A few points to share based on having worked in QA full time for the better part of a decade now:
1. Code can only ever tell you what the code Is doing - Use documentation to clearly detail what it is supposed do to, and why you want it to do that.
Teams that embrace detailed understanding of the what and why of their codebase have shown a far lower bug rate and overall long running productivity levels than teams who focus purely on 'productivity' and getting more code done faster.
One of the biggest things I've come across that seemed to reduce bugs during a project's lifetime: Record WHY you decided to do something, and WHY you make changes. Assume that you're an idiot who will forget things, because if you're a human then honestly you are. And if you don't think you are an idiot who can forget things as a programmer, then you probably really are an actual idiot who will contribute loads of bugs to projects over the years.

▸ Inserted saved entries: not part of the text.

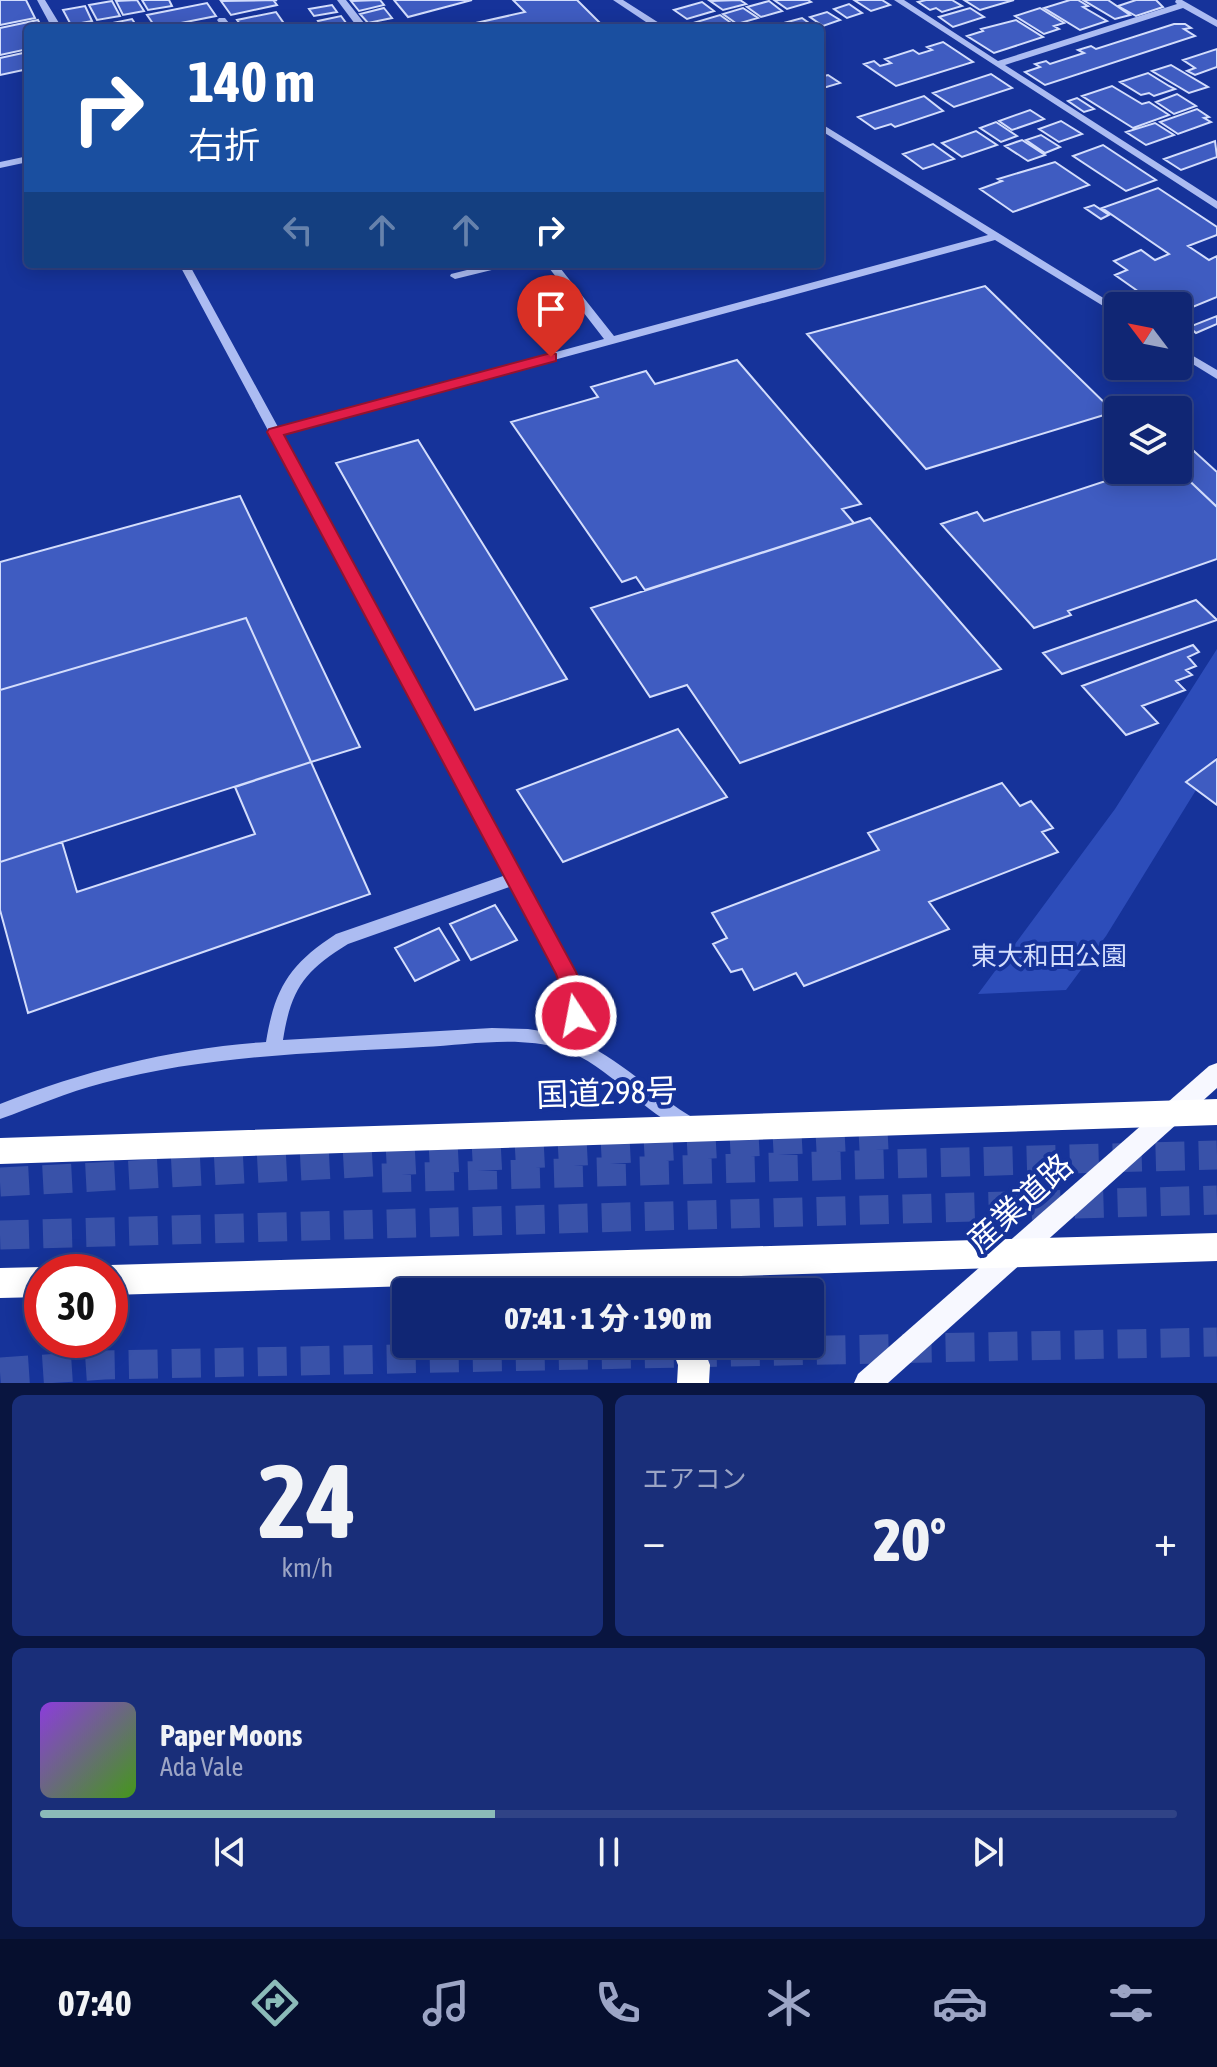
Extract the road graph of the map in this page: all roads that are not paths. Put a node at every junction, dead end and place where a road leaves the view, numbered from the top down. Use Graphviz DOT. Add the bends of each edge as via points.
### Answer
graph roads {
  1 [pos="41,0"];
  2 [pos="341,0"];
  3 [pos="617,0"];
  4 [pos="898,0"];
  5 [pos="1180,3"];
  6 [pos="55,24"];
  7 [pos="360,24"];
  8 [pos="656,24"];
  9 [pos="1217,24"];
  10 [pos="997,64"];
  11 [pos="824,128"];
  12 [pos="24,160"];
  13 [pos="0,165"];
  14 [pos="1217,206"];
  15 [pos="997,236"];
  16 [pos="186,268"];
  17 [pos="488,268"];
  18 [pos="554,268"];
  19 [pos="455,276"];
  20 [pos="1104,303"];
  21 [pos="612,341"];
  22 [pos="1192,359"];
  23 [pos="1217,375"];
  24 [pos="275,432"];
  25 [pos="516,878"];
  26 [pos="565,1042"];
  27 [pos="274,1046"];
  28 [pos="1217,1073"];
  29 [pos="0,1112"];
  30 [pos="1173,1112"];
  31 [pos="1217,1112"];
  32 [pos="694,1126"];
  33 [pos="0,1151"];
  34 [pos="1217,1247"];
  35 [pos="1018,1252"];
  36 [pos="573,1264"];
  37 [pos="608,1278"];
  38 [pos="128,1279"];
  39 [pos="24,1282"];
  40 [pos="0,1283"];
  41 [pos="691,1358"];
  42 [pos="693,1383"];
  43 [pos="868,1383"];
  1 -- 6 [label="street"];
  2 -- 7 [label="street"];
  3 -- 8 [label="street"];
  4 -- 10 [label="street"];
  5 -- 9 [label="street"];
  5 -- 10 [label="street"];
  10 -- 14 [label="street"];
  11 -- 15 [label="street"];
  12 -- 13 [label="street"];
  15 -- 20 [label="street"];
  15 -- 21 [label="street"];
  16 -- 24 [label="street"];
  17 -- 19 [label="street"];
  18 -- 21 [label="street"];
  21 -- 24 [label="street"];
  22 -- 23 [label="street"];
  24 -- 25 [label="street"];
  25 -- 26 [label="street" via="574,991 576,1016"];
  25 -- 27 [label="street" via="342,939 316,954 284,994"];
  26 -- 27 [label="street" via="522,1036"];
  26 -- 32 [label="street"];
  27 -- 29 [label="street" via="179,1057 95,1078"];
  28 -- 30 [label="main road, 産業道路"];
  30 -- 31 [label="highway, 国道298号"];
  30 -- 32 [label="highway, 国道298号"];
  30 -- 35 [label="main road, 産業道路"];
  32 -- 33 [label="highway, 国道298号"];
  34 -- 35 [label="highway"];
  35 -- 36 [label="highway"];
  35 -- 43 [label="main road, 産業道路"];
  36 -- 37 [label="highway"];
  36 -- 38 [label="highway"];
  39 -- 40 [label="highway"];
  41 -- 42 [label="highway"];
}
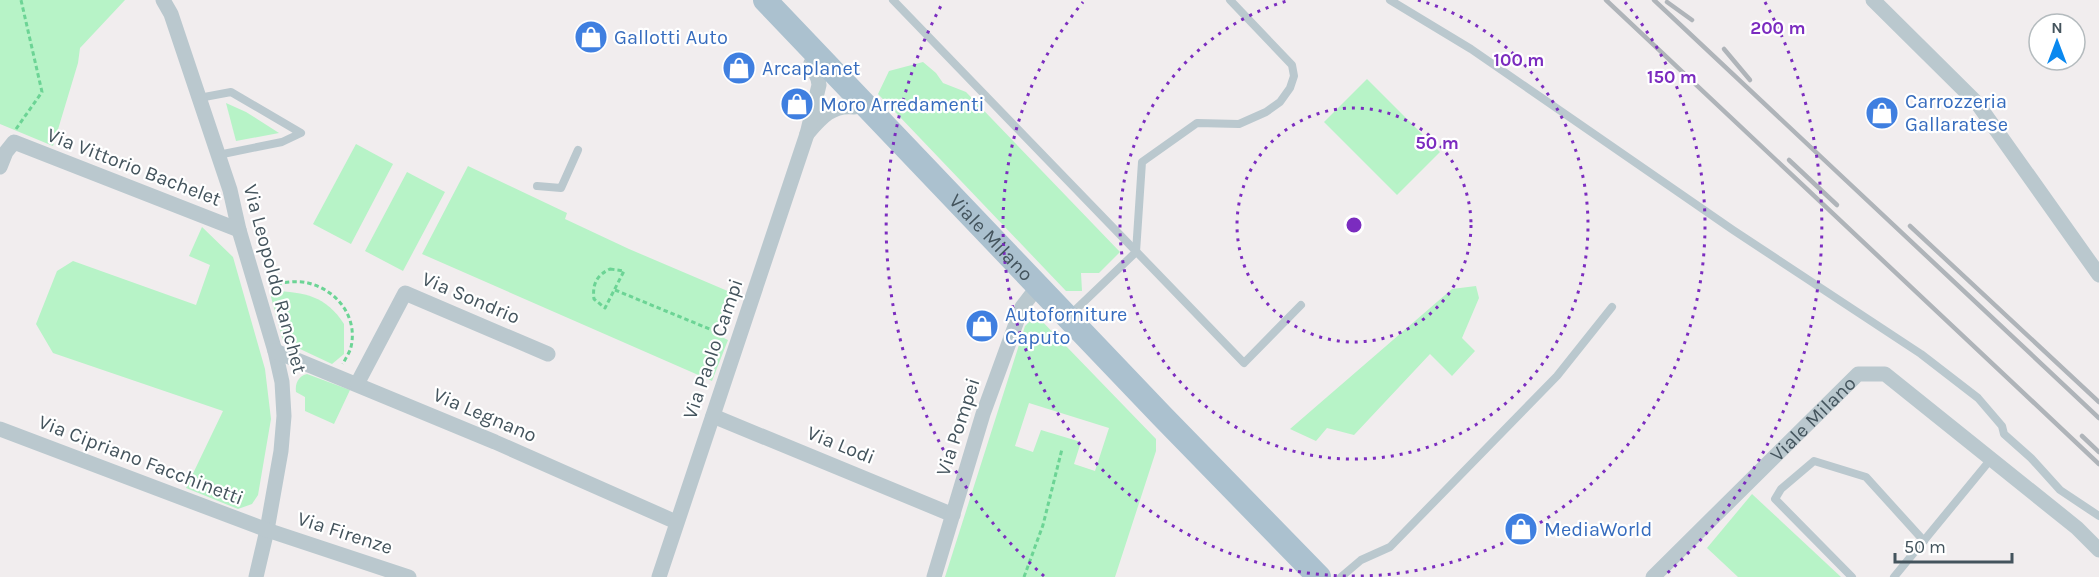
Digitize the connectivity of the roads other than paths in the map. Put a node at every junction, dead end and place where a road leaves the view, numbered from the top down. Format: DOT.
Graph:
graph roads {
  1 [pos="163,0"];
  2 [pos="752,0"];
  3 [pos="765,0"];
  4 [pos="893,0"];
  5 [pos="1230,0"];
  6 [pos="1390,0"];
  7 [pos="1873,0"];
  8 [pos="811,63"];
  9 [pos="199,98"];
  10 [pos="854,107"];
  11 [pos="807,134"];
  12 [pos="578,150"];
  13 [pos="218,155"];
  14 [pos="0,167"];
  15 [pos="537,186"];
  16 [pos="239,230"];
  17 [pos="1136,252"];
  18 [pos="2099,275"];
  19 [pos="1032,294"];
  20 [pos="1301,305"];
  21 [pos="1612,307"];
  22 [pos="1068,317"];
  23 [pos="275,351"];
  24 [pos="548,354"];
  25 [pos="357,384"];
  26 [pos="713,416"];
  27 [pos="0,429"];
  28 [pos="1991,459"];
  29 [pos="953,514"];
  30 [pos="2099,516"];
  31 [pos="676,522"];
  32 [pos="267,530"];
  33 [pos="1924,540"];
  34 [pos="2099,550"];
  35 [pos="256,577"];
  36 [pos="409,577"];
  37 [pos="659,577"];
  38 [pos="934,577"];
  39 [pos="1299,577"];
  40 [pos="1319,577"];
  41 [pos="1341,577"];
  42 [pos="1653,577"];
  43 [pos="1851,577"];
  44 [pos="1894,577"];
  1 -- 9 [label="street, Via Leopoldo Ranchet"];
  2 -- 8 [label="main road, Viale Milano"];
  3 -- 22 [label="main road, Viale Milano"];
  4 -- 17 [label="lane"];
  5 -- 17 [label="lane"];
  6 -- 30 [label="lane"];
  7 -- 18 [label="street"];
  8 -- 10 [label="main road, Viale Milano"];
  8 -- 11 [label="street, Via Paolo Campi"];
  9 -- 13 [label="street, Via Leopoldo Ranchet"];
  9 -- 13 [label="lane"];
  10 -- 11 [label="street, Via Paolo Campi"];
  10 -- 19 [label="main road, Viale Milano"];
  11 -- 26 [label="street, Via Paolo Campi"];
  12 -- 15 [label="lane"];
  13 -- 16 [label="street, Via Leopoldo Ranchet"];
  14 -- 16 [label="street, Via Vittorio Bachelet"];
  16 -- 23 [label="street, Via Leopoldo Ranchet"];
  17 -- 20 [label="lane"];
  17 -- 22 [label="lane"];
  19 -- 29 [label="street, Via Pompei"];
  19 -- 39 [label="main road, Viale Milano"];
  21 -- 41 [label="lane"];
  22 -- 40 [label="main road, Viale Milano"];
  23 -- 25 [label="street, Via Legnano"];
  23 -- 32 [label="street, Via Leopoldo Ranchet"];
  24 -- 25 [label="street, Via Sondrio"];
  25 -- 31 [label="street, Via Legnano"];
  26 -- 29 [label="street, Via Lodi"];
  26 -- 31 [label="street, Via Paolo Campi"];
  27 -- 32 [label="street, Via Cipriano Facchinetti"];
  28 -- 33 [label="lane"];
  28 -- 34 [label="street, Viale Milano"];
  28 -- 42 [label="street, Viale Milano"];
  29 -- 38 [label="street, Via Pompei"];
  31 -- 37 [label="street, Via Paolo Campi"];
  32 -- 35 [label="street, Via Leopoldo Ranchet"];
  32 -- 36 [label="street, Via Firenze"];
  33 -- 43 [label="lane"];
  33 -- 44 [label="lane"];
}
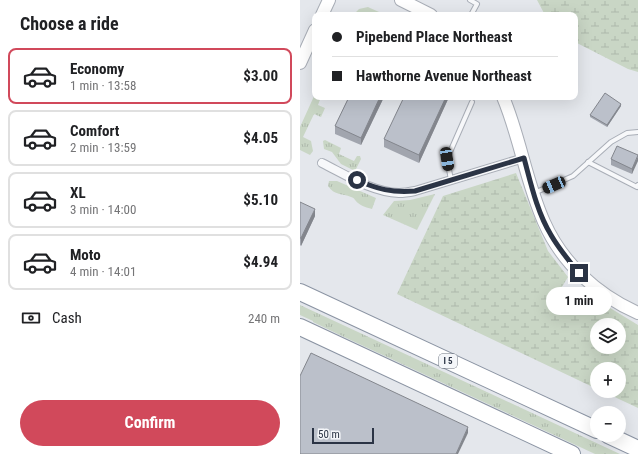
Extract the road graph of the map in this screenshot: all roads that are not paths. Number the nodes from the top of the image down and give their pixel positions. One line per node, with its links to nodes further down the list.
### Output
1 (329, 0): 5 (main road)
2 (401, 0): 6 (main road)
3 (470, 0): 4 (lane)
4 (478, 2): 7 (lane)
5 (323, 12)
6 (425, 12)
7 (473, 12)
8 (312, 37): 9 (main road)
9 (300, 63)
10 (504, 100): 13 (main road)
11 (472, 102): 16 (lane)
12 (638, 132): 14 (lane)
13 (524, 158): 16 (street); 18 (main road)
14 (588, 162): 17 (lane); 18 (lane)
15 (322, 163): 16 (street)
16 (451, 180)
17 (638, 185)
18 (534, 194): 20 (main road)
19 (300, 292): 22 (highway, I 5)
20 (638, 313)
21 (300, 327): 25 (highway)
22 (590, 427)
23 (623, 442): 24 (highway)
24 (638, 449)
25 (572, 454)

If you think you are too busy to take five minutes out of your day to write out some detailed thoughts about the what and the why of the code you're working on, then think about the five hours, or days, you're likely to spend trying to unravel things and track down a bug because you've misunderstood something.
2. Code small, code carefully, code only what you actually need, and analyse how a section of code might fail to do what you intend.
Poke at things from different angles, do not assume they will always function the way you expect at first glance.
3. Have other people USE your software as early as possible.
- You cannot fix what you don't realize is broken. Other people will break things in fun, new, and unique ways that you never dreamed of. Embrace it, and learn to address it.